Gratiae Ludentes,
or Jestes from the University

A Renaissance Jestbook

Prepared by a Group of Students
from the Department of English
Memorial University of Newfoundland

For George Story, in memory

Go directly to the text [100k]

Introduction

Little is known about this jest book. It is part of a long tradition of collections of jests, a tradition which found its origins in classical antiquity and which, in England, began to flourish in printed form in the 16th century; this tradition is still very much alive today in joke books (including series of Newfoundland joke books available in our local stores).

Gratiae Ludentes seems to be the only jest book still remaining from the early modern period that has not been edited or reprinted in a 19th or 20th century edition.
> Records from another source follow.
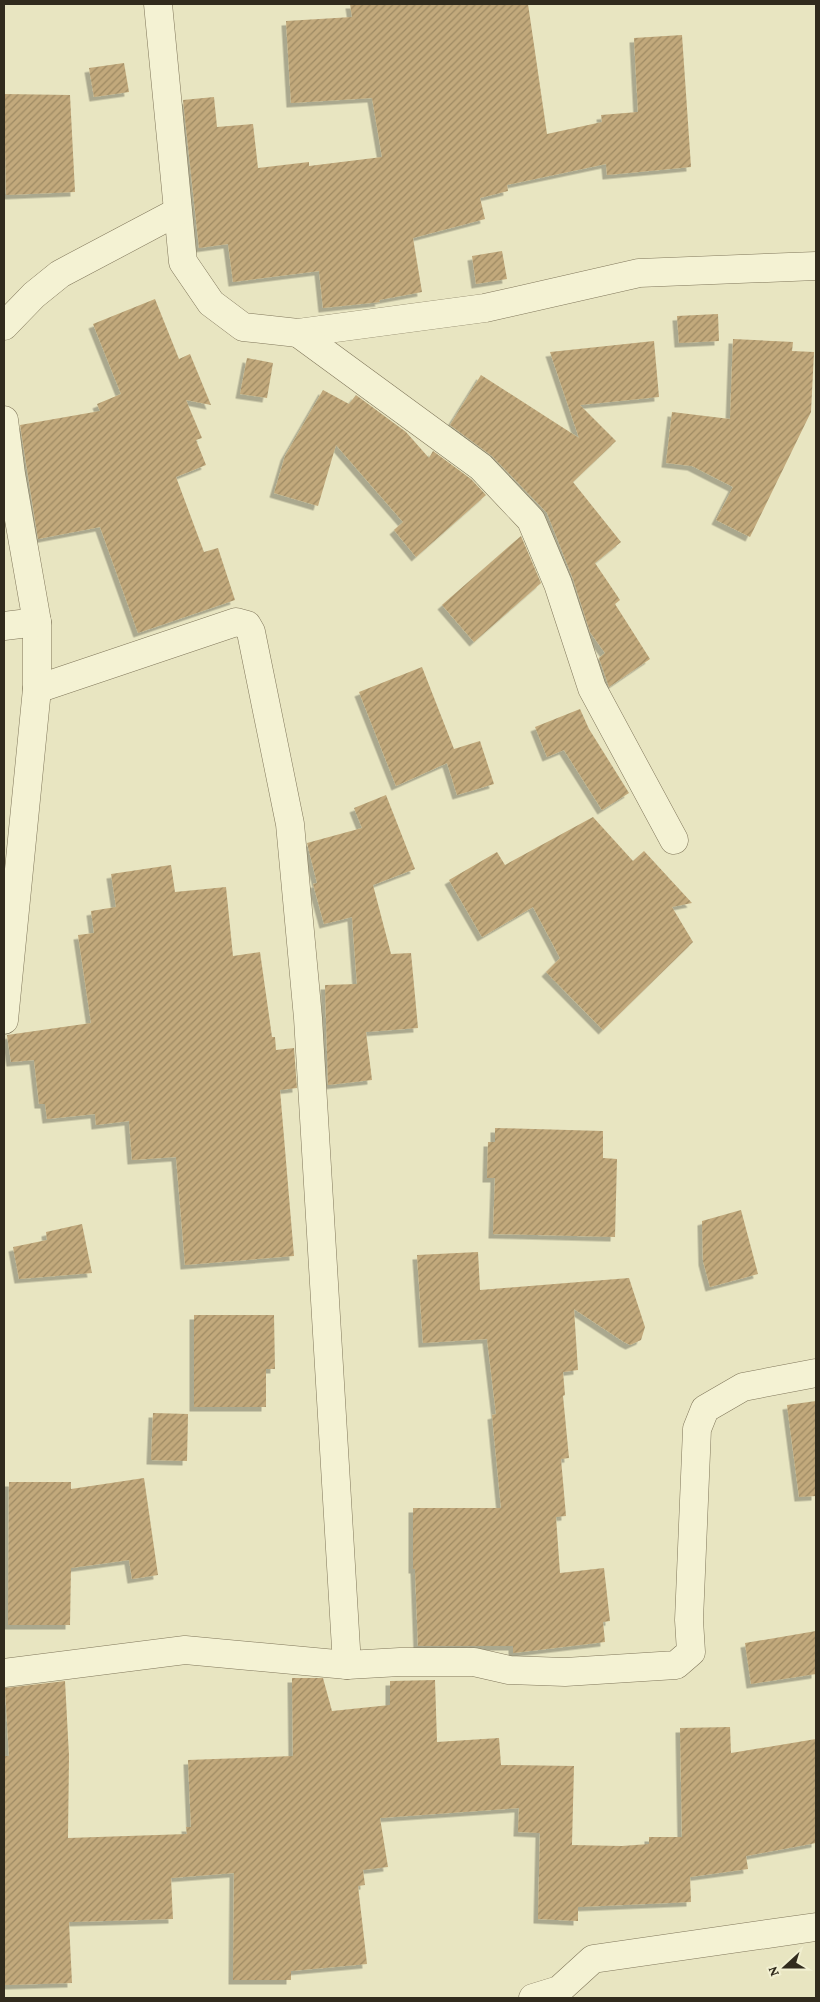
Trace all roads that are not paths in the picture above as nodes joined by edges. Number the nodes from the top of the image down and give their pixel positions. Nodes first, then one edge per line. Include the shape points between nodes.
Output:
1 (158, 4) edge
2 (177, 212) junction
3 (816, 266) edge
4 (4, 326) edge
5 (298, 333) junction
6 (4, 420) edge
7 (38, 622) junction
8 (4, 626) edge
9 (37, 689) junction
10 (674, 840) dead end
11 (4, 1020) edge
12 (816, 1373) edge
13 (347, 1665) junction
14 (4, 1673) edge
15 (816, 1927) edge
16 (533, 1998) edge

1 - 2 street
2 - 4 street via 60,274
2 - 5 street via 183,262 211,303 242,327
3 - 5 street via 639,272 485,308
5 - 10 street via 481,467 531,520 558,584 592,688
6 - 7 street
7 - 8 street
7 - 9 street
9 - 11 street
9 - 13 street via 236,622 247,625 251,632 290,824 308,1018
12 - 13 street via 743,1386 704,1409 697,1429 689,1620 691,1652 676,1665 565,1672 509,1670 474,1662
13 - 14 street via 185,1650
15 - 16 street via 594,1959 559,1990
It is however, so far as we know, the first of these jestbooks to be published electronically. Perhaps its obscurity is deserved. Most of the jokes are lame, though very much in the contemporary style; one may compare the contemporary Wit and Mirth by the well-known popular writer John Taylor the "Water-Poet," a few of whose jokes are reused in our collection. The feeble puns, obvious misreadings or mis-takings of certain phrases, all contribute to a sense of the low end of a certain kind of humour in the early 17th century, a kind of humour still familiar to modern readers.

There is an irony that this popular jest-book should have associated itself with learning. The Latin title that graces its front, and the connection with the two universities, gives no indication of the popular and quite non-academic homour contained within. The author "H.L." has not been identified. He may be, as he claims, a member of Oxford University.
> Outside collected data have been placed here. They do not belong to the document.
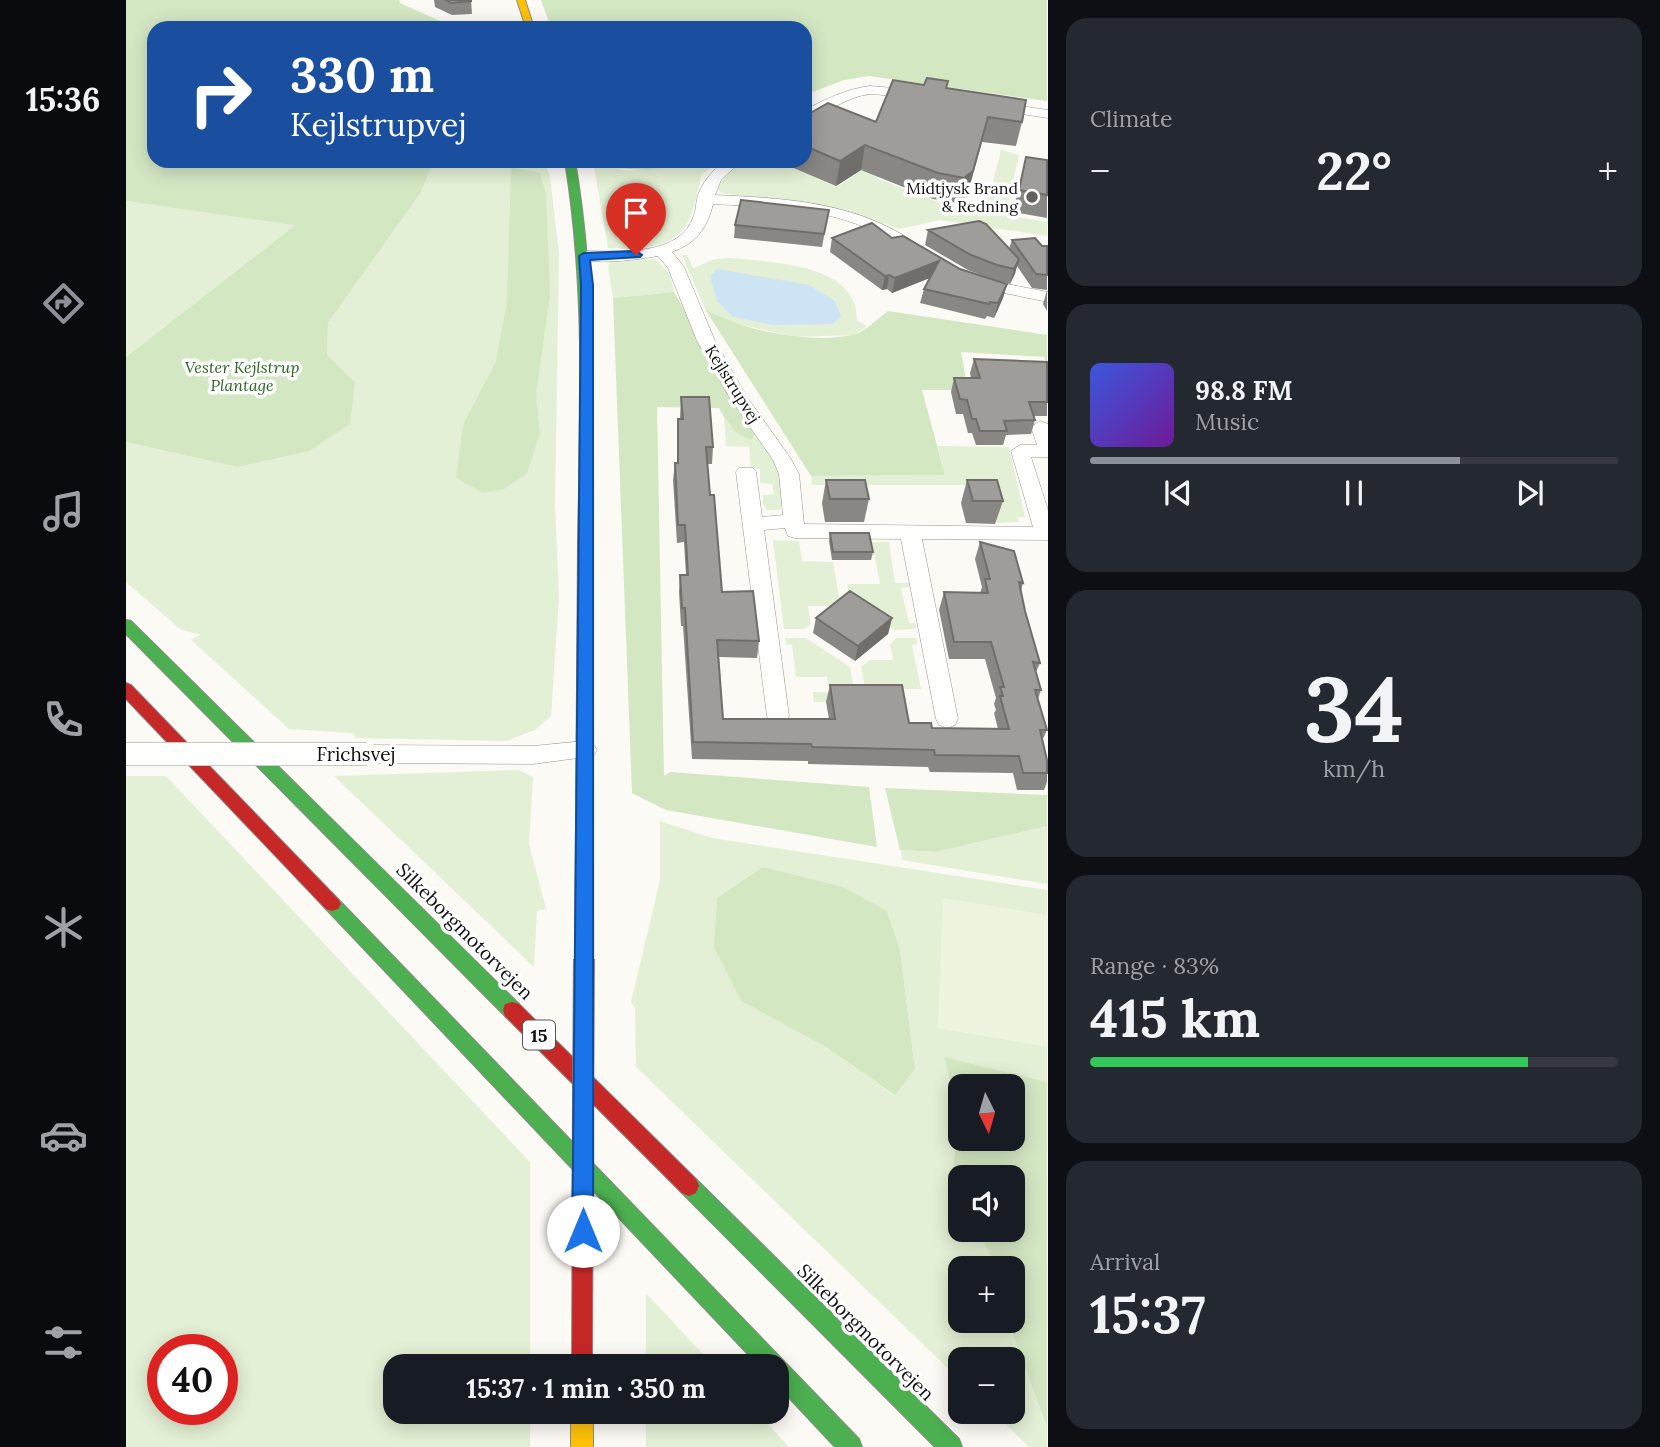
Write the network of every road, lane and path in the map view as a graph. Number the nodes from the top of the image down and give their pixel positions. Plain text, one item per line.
1 (521, 0) edge
2 (528, 21) edge
3 (933, 97) edge
4 (974, 103) edge
5 (812, 112) edge
6 (1048, 114) edge
7 (572, 168) edge
8 (726, 168) edge
9 (704, 199) junction
10 (662, 250) junction
11 (584, 256) junction
12 (938, 264) edge
13 (961, 276) edge
14 (1048, 297) edge
15 (1040, 427) dead end
16 (1048, 451) edge
17 (746, 472) dead end
18 (794, 521) junction
19 (753, 524) junction
20 (910, 532) junction
21 (126, 625) edge
22 (126, 689) edge
23 (778, 716) edge
24 (947, 719) dead end
25 (585, 750) junction
26 (126, 754) edge
27 (582, 1354) edge
28 (763, 1354) edge
29 (789, 1382) edge
30 (582, 1424) edge
31 (582, 1447) edge
32 (851, 1447) edge
33 (951, 1447) edge

1 - 2 main road
3 - 5 street
4 - 6 street
7 - 11 main road
8 - 9 street
9 - 10 street
9 - 12 street
10 - 11 street
10 - 18 street, Kejlstrupvej
11 - 25 main road
13 - 14 street
15 - 16 street
16 - 20 street
17 - 19 street
18 - 19 street
18 - 20 street
19 - 23 street
20 - 24 street
21 - 33 main road, Silkeborgmotorvejen / 15
22 - 28 main road
25 - 26 street, Frichsvej, bridge
25 - 27 main road, bridge
29 - 32 main road
30 - 31 main road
Gratiae Ludentes was entered in the Stationers' Register on 19 December 1637. There are three extant copies (British Library, Bodleian Library, and Rosenbach Foundation in Philadelphia). The title pages of both the BL and Rosenbach copies read "1628" but each has been corrected by hand; the Bodleian copy correctly reads "1638" in type. This edition of Gratiae Ludentes was typed up from STC 15105 (University Microfilm reel 766, BL copy) and preliminary notes prepared in the fall of 1994 by students in English 4900 at Memorial University of Newfoundland. Later the text was read against the Rosenbach copy in Philadelphia by William Barker. The whole work was then completed, proofread and many of the notes rewritten by William Barker and by Yvonne Hann, a graduate student in the Department of English. We have prepared a simple reading edition. It retains certain features of the 17th century print including punctuation and old spelling (but not i/j, u/v), but some errors have been corrected (indicated by square brackets). This edition has no special authority, though our few short notes, indented below the jest, might be of use to some readers. We've tried to gloss the difficult words, translate all the Latin where a translation is not already given, and here and there explain references or provide parallels. Many of the jests did not seem to us to require explanatory notes. We realize that these notes may, in some places, help the reader and, in others, reveal our own ignorance or lack of wit.

When William Barker started to assemble the materials for this project, in the spring of 1994, he had intended to offer the work as a small retirement present to George Story. George died in May of 1994. So instead we dedicate this to his memory. We think he would have been suitably appalled and entertained by the absurdity of the book. After all, he owned a copy of Poggio Bracciolini's Facetiae, the grandfather of all Renaissance jestbooks.

In English 4900 we agreed there are only two ways to read these jests, sober or drunk. Sober, the book is instructive but not terribly amusing. Drunk - really drunk - the jests are hilarious.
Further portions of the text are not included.